Exodus 24:4—How could Moses have written this when modern scholars say several different authors (JEPD) are responsible for it?

Problem: Modern critical scholars following Julius Wellhausen (19th century) claim that the first five books of the OT were written by various persons known as J (Jehovist), E (Elohimist), P (priestly), and D (deuteronomist), depending on which sections reflect the literary characteristics of these supposed authors. However, this verse declares that “Moses wrote all the words of the Lord.” Indeed, many other verses in the Bible attribute this book to Moses (see points 6–9 below).

Solution: Here is another example where negative criticism of the Bible is wrong. There is very strong evidence that Moses wrote Exodus. First of all, no other person from that period had the time, interest, and ability to compose such a record.

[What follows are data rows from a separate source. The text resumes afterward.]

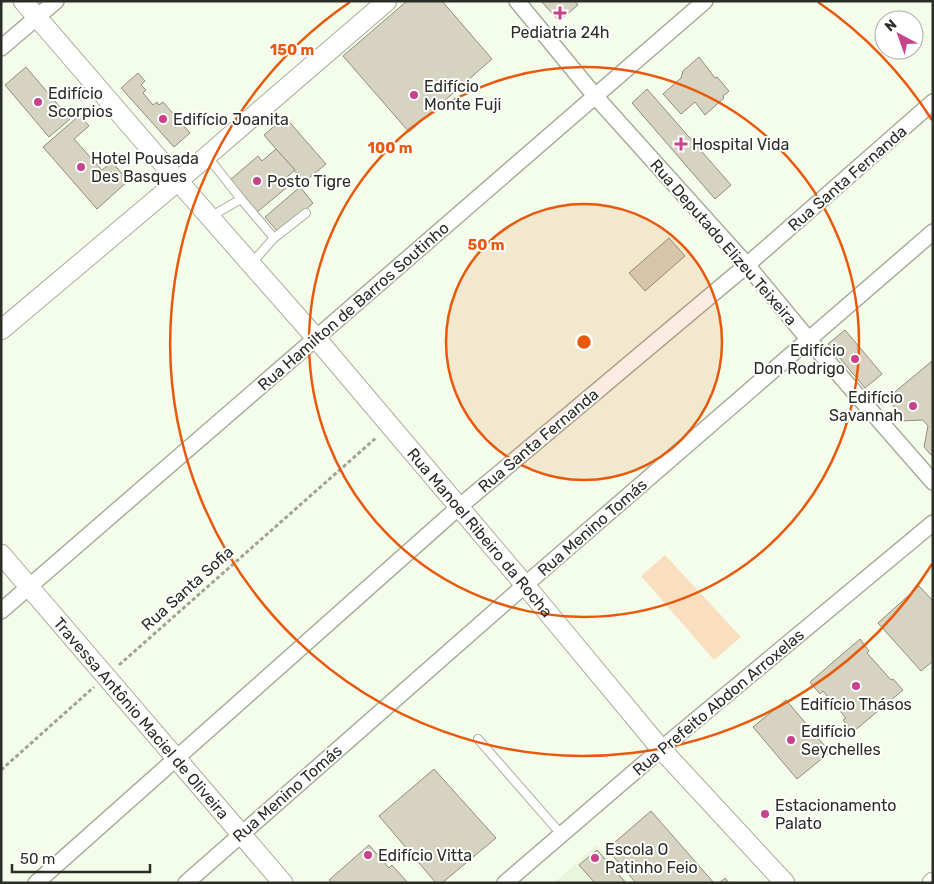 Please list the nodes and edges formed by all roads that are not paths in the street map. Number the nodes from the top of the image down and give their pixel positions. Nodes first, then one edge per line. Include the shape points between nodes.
1 (23, 1) edge
2 (56, 1) edge
3 (387, 1) edge
4 (517, 1) edge
5 (705, 1) edge
6 (37, 18) junction
7 (1, 48) edge
8 (595, 96) junction
9 (933, 102) edge
10 (207, 156) junction
11 (178, 181) junction
12 (240, 199) junction
13 (306, 213) dead end
14 (210, 218) junction
15 (933, 232) edge
16 (274, 238) junction
17 (251, 264) junction
18 (747, 265) junction
19 (1, 330) edge
20 (316, 338) junction
21 (809, 340) junction
22 (933, 482) edge
23 (459, 507) junction
24 (933, 523) edge
25 (1, 554) edge
26 (525, 585) junction
27 (29, 587) junction
28 (1, 611) edge
29 (478, 739) dead end
30 (661, 749) junction
31 (177, 759) junction
32 (241, 834) junction
33 (561, 834) junction
34 (36, 883) edge
35 (186, 883) edge
36 (283, 883) edge
37 (506, 883) edge
38 (785, 883) edge

1 - 6 street, Rua Manoel Ribeiro da Rocha
2 - 6 street
3 - 10 street
4 - 8 street, Rua Deputado Elizeu Teixeira
5 - 8 street, Rua Hamilton de Barros Soutinho
6 - 7 street
6 - 11 street, Rua Manoel Ribeiro da Rocha
8 - 18 street, Rua Deputado Elizeu Teixeira
8 - 20 street, Rua Hamilton de Barros Soutinho
9 - 18 street, Rua Santa Fernanda
10 - 11 street
10 - 12 lane
11 - 14 street, Rua Manoel Ribeiro da Rocha
11 - 19 street
12 - 14 lane
12 - 16 lane
13 - 16 lane
14 - 17 street, Rua Manoel Ribeiro da Rocha
15 - 21 street, Rua Menino Tomás
16 - 17 lane
17 - 20 street, Rua Manoel Ribeiro da Rocha
18 - 21 street, Rua Deputado Elizeu Teixeira
18 - 23 street, Rua Santa Fernanda
20 - 23 street, Rua Manoel Ribeiro da Rocha
20 - 27 street, Rua Hamilton de Barros Soutinho
21 - 22 street, Rua Deputado Elizeu Teixeira
21 - 26 street, Rua Menino Tomás
23 - 26 street, Rua Manoel Ribeiro da Rocha
23 - 31 street, Rua Santa Fernanda
24 - 30 street, Rua Prefeito Abdon Arroxelas
25 - 27 street, Travessa Antônio Maciel de Oliveira
26 - 30 street, Rua Manoel Ribeiro da Rocha
26 - 32 street, Rua Menino Tomás
27 - 28 street, Rua Hamilton de Barros Soutinho
27 - 31 street, Travessa Antônio Maciel de Oliveira
29 - 33 lane
30 - 33 street, Rua Prefeito Abdon Arroxelas
30 - 38 street, Rua Manoel Ribeiro da Rocha
31 - 32 street, Travessa Antônio Maciel de Oliveira
31 - 34 street, Rua Santa Fernanda
32 - 35 street, Rua Menino Tomás
32 - 36 street, Travessa Antônio Maciel de Oliveira
33 - 37 street, Rua Prefeito Abdon Arroxelas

Second, Moses was an eyewitness of the events and as such was qualified to be its author. Indeed, the record is a vivid eyewitness account of spectacular events, such as the crossing of the Red Sea and receiving the Ten Commandments.

Third, the earliest Jewish teaching ascribes this book to Moses. This is true of the Jewish Talmud, as well as Jewish writers like Philo and Josephus.

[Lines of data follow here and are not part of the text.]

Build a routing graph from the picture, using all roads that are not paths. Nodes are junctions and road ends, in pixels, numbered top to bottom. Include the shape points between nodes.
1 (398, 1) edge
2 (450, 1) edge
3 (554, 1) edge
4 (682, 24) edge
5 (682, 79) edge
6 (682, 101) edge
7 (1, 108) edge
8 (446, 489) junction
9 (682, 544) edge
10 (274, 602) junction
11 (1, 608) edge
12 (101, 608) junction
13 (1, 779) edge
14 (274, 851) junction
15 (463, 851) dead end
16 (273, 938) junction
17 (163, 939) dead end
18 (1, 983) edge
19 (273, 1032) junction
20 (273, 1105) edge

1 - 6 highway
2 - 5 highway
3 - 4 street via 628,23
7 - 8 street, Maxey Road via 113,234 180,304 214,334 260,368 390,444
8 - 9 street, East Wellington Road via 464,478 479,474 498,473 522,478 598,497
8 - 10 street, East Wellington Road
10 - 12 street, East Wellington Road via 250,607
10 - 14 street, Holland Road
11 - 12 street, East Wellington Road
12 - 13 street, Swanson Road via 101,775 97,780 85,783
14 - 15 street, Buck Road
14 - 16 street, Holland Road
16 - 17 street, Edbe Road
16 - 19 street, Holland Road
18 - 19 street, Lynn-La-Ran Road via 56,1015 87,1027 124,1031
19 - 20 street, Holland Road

Fourth, the author reflects a detailed knowledge of the geography of the wilderness (cf. Ex. 14). This is highly unlikely for anyone, unlike Moses, who did not have many years of experience living in this area. The same is true of the author’s knowledge of the customs and practices of the people described in Exodus.

Fifth, the book explicitly claims that “Moses wrote all the words” (Ex. 24:4). If he did not, then it is a forgery which cannot be trusted, nor could it be the Word of God.

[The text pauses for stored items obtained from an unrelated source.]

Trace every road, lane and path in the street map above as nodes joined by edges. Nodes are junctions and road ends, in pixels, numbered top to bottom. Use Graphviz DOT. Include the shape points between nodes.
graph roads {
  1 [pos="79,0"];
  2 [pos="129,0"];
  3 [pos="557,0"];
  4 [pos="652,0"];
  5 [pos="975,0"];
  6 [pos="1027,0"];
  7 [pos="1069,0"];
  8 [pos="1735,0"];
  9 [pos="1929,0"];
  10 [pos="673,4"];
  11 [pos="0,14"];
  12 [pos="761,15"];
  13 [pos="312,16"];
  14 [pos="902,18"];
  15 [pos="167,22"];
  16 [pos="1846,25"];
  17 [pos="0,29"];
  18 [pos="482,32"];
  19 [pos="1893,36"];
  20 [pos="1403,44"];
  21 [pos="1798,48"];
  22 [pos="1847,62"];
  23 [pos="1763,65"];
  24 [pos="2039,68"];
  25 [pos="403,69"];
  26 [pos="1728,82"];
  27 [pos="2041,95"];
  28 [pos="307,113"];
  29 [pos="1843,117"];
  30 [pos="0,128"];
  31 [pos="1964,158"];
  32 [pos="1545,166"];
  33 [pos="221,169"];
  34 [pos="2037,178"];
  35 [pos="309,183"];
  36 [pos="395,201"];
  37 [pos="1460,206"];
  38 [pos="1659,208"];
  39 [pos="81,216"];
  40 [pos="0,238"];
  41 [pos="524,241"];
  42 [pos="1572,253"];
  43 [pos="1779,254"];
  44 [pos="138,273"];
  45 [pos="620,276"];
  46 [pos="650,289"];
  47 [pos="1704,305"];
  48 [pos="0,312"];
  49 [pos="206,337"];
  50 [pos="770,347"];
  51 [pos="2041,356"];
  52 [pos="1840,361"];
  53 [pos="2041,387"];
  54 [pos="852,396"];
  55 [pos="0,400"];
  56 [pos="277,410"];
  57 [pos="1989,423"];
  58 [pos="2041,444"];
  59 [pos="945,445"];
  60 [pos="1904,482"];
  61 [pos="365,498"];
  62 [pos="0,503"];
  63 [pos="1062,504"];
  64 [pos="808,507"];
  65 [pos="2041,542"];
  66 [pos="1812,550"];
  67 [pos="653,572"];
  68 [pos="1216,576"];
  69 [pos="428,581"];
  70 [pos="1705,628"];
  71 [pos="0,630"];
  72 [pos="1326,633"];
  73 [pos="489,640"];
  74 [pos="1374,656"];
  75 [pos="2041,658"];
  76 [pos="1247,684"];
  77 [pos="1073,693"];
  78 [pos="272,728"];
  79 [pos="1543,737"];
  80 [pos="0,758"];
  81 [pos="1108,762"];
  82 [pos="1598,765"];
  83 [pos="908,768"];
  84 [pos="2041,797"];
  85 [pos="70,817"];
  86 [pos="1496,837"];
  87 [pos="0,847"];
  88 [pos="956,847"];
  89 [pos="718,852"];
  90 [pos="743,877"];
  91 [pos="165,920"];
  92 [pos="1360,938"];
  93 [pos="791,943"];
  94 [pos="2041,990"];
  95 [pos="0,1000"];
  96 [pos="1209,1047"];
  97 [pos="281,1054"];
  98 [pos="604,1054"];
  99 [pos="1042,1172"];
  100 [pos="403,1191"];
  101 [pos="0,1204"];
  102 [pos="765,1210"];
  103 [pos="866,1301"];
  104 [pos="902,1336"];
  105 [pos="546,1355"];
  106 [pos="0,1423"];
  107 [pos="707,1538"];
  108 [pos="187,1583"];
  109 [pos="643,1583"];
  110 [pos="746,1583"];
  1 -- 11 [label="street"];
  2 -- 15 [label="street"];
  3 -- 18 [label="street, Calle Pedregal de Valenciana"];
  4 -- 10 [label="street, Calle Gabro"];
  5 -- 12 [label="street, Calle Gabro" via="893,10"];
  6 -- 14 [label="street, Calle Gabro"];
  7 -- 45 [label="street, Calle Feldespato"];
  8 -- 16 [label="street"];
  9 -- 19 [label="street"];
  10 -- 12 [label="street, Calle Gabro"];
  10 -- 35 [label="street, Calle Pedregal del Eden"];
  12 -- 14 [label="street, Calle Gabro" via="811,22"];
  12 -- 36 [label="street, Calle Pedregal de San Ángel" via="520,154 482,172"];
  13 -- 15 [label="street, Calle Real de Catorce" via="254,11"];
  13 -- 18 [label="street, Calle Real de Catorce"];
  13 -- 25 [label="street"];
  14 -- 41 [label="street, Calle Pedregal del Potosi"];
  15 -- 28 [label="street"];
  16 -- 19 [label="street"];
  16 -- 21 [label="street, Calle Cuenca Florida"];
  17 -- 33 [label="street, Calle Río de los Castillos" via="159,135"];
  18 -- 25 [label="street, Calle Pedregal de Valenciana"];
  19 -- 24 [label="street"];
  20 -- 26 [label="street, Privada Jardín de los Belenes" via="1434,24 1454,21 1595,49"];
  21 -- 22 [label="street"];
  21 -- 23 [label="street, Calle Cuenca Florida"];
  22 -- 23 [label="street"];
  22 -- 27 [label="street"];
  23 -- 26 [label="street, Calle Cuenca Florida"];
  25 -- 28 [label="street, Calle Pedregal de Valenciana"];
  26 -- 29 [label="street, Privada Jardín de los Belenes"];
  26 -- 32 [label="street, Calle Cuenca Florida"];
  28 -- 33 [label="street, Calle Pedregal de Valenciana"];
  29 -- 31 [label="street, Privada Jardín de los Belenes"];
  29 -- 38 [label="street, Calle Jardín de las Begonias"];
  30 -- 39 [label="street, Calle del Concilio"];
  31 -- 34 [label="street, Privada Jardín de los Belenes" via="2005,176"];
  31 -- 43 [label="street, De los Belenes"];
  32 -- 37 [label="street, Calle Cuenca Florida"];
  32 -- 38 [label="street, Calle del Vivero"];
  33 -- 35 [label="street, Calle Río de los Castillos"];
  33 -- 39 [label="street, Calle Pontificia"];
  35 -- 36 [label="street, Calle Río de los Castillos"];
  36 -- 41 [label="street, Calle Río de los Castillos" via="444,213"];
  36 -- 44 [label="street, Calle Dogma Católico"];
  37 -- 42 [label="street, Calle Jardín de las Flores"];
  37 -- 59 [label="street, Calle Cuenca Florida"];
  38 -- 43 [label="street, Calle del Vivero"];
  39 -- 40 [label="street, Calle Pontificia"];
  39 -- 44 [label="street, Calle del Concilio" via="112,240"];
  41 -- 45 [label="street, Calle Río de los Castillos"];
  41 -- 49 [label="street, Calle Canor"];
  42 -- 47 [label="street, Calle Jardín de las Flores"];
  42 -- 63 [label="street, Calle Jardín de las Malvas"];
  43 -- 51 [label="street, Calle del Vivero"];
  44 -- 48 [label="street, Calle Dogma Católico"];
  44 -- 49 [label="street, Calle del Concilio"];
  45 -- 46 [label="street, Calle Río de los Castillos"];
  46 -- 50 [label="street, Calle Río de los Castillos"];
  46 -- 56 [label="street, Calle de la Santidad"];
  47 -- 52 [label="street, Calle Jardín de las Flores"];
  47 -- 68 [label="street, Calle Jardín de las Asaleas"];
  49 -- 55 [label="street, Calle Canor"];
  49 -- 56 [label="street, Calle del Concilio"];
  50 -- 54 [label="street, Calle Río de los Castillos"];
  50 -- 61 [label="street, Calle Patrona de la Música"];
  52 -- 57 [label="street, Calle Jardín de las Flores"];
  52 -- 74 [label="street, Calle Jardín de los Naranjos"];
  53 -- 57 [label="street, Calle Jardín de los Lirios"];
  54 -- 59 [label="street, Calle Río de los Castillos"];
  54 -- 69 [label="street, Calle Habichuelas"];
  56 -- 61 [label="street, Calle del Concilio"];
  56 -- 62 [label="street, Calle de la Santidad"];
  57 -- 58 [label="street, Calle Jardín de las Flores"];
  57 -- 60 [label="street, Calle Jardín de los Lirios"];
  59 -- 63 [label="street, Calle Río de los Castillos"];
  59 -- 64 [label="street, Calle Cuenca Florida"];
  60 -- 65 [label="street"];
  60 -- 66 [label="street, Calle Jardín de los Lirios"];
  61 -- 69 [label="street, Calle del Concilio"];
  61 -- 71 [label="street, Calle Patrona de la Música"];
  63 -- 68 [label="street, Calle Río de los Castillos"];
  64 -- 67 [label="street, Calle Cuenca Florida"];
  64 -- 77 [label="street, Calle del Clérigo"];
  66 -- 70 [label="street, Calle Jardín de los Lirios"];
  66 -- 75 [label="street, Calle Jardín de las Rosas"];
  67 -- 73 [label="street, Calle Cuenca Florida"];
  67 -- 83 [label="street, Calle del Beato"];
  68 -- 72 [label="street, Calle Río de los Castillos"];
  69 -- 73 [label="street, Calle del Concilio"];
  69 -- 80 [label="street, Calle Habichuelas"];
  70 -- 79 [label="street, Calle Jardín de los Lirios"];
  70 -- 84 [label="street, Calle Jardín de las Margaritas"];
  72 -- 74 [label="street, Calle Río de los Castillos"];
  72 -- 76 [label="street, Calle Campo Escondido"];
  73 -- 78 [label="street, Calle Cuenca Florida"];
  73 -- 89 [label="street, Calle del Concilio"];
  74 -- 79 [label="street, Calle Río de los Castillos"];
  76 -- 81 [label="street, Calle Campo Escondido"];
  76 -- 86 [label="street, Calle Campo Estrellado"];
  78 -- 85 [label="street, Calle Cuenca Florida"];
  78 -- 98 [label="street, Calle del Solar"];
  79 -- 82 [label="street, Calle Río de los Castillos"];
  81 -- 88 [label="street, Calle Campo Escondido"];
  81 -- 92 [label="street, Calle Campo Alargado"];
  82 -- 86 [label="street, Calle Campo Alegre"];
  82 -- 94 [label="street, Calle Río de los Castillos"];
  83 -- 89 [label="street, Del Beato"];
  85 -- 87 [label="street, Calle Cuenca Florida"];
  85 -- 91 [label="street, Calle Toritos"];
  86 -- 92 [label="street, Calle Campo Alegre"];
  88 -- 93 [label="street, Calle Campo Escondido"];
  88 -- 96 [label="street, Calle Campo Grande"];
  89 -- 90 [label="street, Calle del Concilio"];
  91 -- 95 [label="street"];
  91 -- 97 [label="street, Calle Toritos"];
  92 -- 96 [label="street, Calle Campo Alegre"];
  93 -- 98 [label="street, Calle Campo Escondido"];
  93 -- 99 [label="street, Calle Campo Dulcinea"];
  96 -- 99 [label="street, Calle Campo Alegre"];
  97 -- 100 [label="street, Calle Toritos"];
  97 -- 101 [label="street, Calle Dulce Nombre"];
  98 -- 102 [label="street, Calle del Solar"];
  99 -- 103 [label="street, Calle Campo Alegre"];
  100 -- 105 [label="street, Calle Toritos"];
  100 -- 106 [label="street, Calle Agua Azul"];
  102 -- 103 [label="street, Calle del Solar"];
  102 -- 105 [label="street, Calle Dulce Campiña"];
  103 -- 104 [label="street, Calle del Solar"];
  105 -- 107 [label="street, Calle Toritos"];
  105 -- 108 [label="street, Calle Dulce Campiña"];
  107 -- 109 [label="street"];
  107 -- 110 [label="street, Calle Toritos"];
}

Sixth, Moses’ successor Joshua claimed that Moses wrote the Law. In fact, when Joshua assumed leadership after Moses, he exhorted the people of Israel that “This Book of the Law” should not depart out of their mouths (Josh. 1:8) and that they should “observe to do according to all the law which Moses ... commanded” (Josh. 1:7).

Seventh, a long chain of OT figures after Moses attributed this book to him, including Joshua (1:7–8), Josiah (2 Chron. 34:14), Ezra (6:18), Daniel (9:11), and Malachi (4:4).

Eighth, Jesus quoted from Exodus 20:12, using the introduction “for Moses said” (Mark 7:10; cf. Luke 20:37). So either Christ is right or the critics are. Since there is strong evidence that He is the Son of God, the choice is clear (see Geisler and Brooks, When Skeptics Ask, Victor Books, 1990, chap. 6).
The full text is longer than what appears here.